# AVAILABLE DATA:
□ □ □ □

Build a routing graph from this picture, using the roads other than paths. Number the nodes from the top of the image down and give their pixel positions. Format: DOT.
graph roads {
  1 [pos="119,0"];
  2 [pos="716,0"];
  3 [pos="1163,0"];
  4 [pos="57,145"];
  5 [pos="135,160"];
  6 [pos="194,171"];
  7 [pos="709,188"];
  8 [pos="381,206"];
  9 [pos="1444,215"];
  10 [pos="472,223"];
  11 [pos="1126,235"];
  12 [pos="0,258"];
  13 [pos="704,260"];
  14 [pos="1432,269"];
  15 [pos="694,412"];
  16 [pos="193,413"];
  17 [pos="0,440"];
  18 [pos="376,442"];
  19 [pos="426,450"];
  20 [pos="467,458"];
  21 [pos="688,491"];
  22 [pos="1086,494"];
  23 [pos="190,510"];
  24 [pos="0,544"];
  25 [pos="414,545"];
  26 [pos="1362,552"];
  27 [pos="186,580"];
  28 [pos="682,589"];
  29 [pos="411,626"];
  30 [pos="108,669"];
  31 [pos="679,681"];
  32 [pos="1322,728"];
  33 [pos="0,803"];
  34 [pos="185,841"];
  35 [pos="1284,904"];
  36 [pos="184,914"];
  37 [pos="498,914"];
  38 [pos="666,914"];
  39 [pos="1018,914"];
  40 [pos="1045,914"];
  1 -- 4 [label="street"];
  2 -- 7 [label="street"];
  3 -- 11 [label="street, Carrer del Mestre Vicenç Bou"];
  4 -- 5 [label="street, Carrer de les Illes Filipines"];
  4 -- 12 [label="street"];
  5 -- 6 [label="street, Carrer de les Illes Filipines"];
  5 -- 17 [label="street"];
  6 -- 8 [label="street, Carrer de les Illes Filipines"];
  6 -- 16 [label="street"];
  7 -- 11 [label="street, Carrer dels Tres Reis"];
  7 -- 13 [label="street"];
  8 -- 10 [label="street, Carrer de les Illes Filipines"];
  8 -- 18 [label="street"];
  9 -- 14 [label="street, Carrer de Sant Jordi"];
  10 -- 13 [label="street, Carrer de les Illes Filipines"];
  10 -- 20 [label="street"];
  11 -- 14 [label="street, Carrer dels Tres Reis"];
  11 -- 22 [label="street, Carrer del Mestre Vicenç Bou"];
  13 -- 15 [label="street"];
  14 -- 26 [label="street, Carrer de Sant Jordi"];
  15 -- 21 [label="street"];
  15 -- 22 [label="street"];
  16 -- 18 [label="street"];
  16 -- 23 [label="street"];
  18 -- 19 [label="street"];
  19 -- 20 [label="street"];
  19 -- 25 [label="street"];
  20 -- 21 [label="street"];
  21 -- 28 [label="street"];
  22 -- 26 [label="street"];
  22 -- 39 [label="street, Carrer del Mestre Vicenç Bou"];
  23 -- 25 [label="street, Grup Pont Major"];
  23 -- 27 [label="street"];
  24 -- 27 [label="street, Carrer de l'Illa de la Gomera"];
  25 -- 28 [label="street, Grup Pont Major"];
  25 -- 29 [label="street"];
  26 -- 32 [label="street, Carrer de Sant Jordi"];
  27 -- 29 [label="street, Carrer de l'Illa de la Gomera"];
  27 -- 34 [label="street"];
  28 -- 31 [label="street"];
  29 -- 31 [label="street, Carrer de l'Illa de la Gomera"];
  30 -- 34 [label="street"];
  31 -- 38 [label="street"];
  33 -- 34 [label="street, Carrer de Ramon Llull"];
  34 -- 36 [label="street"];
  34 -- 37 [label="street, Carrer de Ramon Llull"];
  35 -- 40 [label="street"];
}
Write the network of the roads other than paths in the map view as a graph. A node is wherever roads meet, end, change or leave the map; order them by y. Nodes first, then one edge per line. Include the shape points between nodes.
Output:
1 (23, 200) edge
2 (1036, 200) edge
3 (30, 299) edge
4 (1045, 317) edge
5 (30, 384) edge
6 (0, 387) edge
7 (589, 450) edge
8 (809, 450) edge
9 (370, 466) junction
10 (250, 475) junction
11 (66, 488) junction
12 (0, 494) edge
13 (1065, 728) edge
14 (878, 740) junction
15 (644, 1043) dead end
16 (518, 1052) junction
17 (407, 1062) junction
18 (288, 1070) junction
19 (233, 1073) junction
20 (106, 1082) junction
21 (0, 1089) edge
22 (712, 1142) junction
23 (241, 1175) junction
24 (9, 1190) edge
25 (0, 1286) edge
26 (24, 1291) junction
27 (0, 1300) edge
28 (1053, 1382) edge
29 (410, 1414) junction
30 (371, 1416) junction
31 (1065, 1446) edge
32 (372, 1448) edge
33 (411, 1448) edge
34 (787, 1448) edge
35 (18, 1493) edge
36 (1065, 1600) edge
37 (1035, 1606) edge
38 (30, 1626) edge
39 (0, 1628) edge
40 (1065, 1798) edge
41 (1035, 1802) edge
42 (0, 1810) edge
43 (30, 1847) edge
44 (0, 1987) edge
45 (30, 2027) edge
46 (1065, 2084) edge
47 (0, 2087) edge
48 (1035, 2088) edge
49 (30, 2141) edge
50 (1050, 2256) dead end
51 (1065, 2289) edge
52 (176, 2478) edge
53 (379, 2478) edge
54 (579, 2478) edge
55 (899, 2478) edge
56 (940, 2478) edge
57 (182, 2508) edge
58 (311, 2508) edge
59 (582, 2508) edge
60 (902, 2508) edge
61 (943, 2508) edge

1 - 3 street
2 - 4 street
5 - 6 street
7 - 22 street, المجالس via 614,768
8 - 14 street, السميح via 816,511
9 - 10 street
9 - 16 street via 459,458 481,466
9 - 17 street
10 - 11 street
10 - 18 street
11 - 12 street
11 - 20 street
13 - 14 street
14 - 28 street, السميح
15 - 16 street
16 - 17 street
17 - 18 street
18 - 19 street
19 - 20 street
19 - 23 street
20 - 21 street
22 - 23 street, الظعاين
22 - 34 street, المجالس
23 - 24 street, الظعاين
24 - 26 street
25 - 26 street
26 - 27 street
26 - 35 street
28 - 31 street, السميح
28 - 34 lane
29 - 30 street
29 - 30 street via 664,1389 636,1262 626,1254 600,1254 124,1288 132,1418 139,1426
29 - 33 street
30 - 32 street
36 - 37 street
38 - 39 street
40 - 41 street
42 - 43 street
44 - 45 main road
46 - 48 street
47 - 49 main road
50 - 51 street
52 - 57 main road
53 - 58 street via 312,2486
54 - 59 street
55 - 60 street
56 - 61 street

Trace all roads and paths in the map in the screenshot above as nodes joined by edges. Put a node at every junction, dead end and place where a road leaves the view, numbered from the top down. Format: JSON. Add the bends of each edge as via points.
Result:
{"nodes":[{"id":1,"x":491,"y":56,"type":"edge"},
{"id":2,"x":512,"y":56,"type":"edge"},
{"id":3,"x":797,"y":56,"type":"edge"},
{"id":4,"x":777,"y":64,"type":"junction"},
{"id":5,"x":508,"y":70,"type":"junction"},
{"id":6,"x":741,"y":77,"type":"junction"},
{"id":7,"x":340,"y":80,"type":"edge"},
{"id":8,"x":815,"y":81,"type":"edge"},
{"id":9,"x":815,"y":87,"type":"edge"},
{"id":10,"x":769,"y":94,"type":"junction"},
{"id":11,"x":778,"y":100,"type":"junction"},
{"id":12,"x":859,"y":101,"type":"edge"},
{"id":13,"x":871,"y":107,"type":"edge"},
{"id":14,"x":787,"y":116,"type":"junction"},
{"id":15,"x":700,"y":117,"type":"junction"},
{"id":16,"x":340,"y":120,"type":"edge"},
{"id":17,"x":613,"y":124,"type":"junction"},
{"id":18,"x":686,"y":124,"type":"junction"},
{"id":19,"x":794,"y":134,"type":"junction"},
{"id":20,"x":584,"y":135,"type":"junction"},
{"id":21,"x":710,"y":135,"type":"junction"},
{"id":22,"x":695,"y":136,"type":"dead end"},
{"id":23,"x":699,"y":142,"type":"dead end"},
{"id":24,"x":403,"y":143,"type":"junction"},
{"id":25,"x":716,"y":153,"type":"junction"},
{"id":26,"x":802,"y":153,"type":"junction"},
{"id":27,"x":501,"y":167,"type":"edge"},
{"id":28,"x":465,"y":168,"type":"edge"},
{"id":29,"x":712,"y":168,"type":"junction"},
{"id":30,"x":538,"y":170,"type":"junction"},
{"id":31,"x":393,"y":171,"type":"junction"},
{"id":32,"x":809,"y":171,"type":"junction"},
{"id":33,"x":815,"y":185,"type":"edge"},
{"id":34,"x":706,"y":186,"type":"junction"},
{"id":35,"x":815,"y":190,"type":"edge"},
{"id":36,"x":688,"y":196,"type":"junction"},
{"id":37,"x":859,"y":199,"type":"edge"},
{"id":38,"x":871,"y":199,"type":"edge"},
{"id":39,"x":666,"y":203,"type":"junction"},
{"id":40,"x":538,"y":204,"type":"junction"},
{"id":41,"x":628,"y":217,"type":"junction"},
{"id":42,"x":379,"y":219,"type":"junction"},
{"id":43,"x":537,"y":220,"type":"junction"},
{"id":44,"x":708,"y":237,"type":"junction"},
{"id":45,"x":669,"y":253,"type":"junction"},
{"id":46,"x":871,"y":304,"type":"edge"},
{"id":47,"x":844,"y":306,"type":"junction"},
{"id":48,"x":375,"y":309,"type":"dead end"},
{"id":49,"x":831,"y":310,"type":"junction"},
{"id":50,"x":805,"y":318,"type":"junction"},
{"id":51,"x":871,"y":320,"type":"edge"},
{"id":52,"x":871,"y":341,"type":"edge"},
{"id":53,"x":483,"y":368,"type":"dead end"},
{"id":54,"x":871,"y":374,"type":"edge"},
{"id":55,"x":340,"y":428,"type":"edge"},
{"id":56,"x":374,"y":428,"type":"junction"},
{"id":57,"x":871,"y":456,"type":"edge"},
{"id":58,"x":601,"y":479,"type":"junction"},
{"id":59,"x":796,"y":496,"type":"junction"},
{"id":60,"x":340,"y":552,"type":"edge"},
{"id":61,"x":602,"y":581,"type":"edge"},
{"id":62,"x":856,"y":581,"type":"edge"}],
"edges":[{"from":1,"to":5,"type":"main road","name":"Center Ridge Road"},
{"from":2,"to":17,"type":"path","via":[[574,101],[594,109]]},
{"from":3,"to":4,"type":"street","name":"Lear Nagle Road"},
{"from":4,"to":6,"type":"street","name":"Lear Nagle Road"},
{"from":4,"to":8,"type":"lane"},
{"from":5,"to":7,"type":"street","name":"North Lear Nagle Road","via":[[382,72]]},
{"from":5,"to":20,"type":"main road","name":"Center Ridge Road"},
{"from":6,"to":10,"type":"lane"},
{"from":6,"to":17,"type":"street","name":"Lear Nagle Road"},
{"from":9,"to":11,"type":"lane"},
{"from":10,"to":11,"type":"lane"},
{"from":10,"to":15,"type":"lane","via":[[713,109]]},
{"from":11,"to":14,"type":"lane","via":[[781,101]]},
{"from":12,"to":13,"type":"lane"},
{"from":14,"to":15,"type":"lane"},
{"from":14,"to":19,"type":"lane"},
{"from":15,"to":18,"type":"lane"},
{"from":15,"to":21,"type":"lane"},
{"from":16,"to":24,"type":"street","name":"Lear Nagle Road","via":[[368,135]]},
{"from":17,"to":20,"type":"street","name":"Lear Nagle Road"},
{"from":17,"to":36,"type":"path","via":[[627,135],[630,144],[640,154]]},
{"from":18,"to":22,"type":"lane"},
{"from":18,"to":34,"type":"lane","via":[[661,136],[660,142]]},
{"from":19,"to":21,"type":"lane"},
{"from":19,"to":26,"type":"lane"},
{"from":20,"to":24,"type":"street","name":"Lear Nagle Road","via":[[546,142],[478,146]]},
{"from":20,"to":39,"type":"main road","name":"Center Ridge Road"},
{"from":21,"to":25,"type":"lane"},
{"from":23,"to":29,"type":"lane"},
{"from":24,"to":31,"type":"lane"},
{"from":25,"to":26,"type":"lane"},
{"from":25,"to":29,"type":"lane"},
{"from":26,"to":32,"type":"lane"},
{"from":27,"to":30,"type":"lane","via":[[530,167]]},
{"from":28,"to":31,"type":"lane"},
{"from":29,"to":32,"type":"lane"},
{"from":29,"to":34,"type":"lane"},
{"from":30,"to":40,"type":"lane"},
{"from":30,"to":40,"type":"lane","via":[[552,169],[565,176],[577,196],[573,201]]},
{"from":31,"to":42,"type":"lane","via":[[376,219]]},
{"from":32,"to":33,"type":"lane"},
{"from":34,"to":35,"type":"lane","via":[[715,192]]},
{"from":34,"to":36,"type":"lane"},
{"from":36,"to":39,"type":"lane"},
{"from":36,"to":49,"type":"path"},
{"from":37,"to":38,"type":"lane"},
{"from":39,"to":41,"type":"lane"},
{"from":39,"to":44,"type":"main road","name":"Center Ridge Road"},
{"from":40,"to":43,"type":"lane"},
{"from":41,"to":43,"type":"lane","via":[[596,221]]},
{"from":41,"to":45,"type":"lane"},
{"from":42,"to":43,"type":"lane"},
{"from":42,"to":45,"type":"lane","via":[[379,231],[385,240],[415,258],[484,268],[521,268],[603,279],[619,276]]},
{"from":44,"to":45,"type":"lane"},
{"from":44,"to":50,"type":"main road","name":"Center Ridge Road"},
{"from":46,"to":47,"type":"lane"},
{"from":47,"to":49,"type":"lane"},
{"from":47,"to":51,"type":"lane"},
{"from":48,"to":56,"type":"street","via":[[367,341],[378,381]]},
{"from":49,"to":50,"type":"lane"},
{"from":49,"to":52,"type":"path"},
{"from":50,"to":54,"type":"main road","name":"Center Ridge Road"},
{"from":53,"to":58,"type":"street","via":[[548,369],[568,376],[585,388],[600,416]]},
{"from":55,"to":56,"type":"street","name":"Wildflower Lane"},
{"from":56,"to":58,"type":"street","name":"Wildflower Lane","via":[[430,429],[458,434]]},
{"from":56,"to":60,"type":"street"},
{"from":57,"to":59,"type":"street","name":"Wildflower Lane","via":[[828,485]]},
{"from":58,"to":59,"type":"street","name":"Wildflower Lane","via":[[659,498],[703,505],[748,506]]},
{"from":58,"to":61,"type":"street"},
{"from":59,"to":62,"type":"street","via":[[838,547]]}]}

□ □ □ □

# ABOUT THIS EXERCISE:
Check each line of the entries for the word "dead". State how many lines hold it, and write nothing else.

# RESULT FOR THIS EXERCISE:
7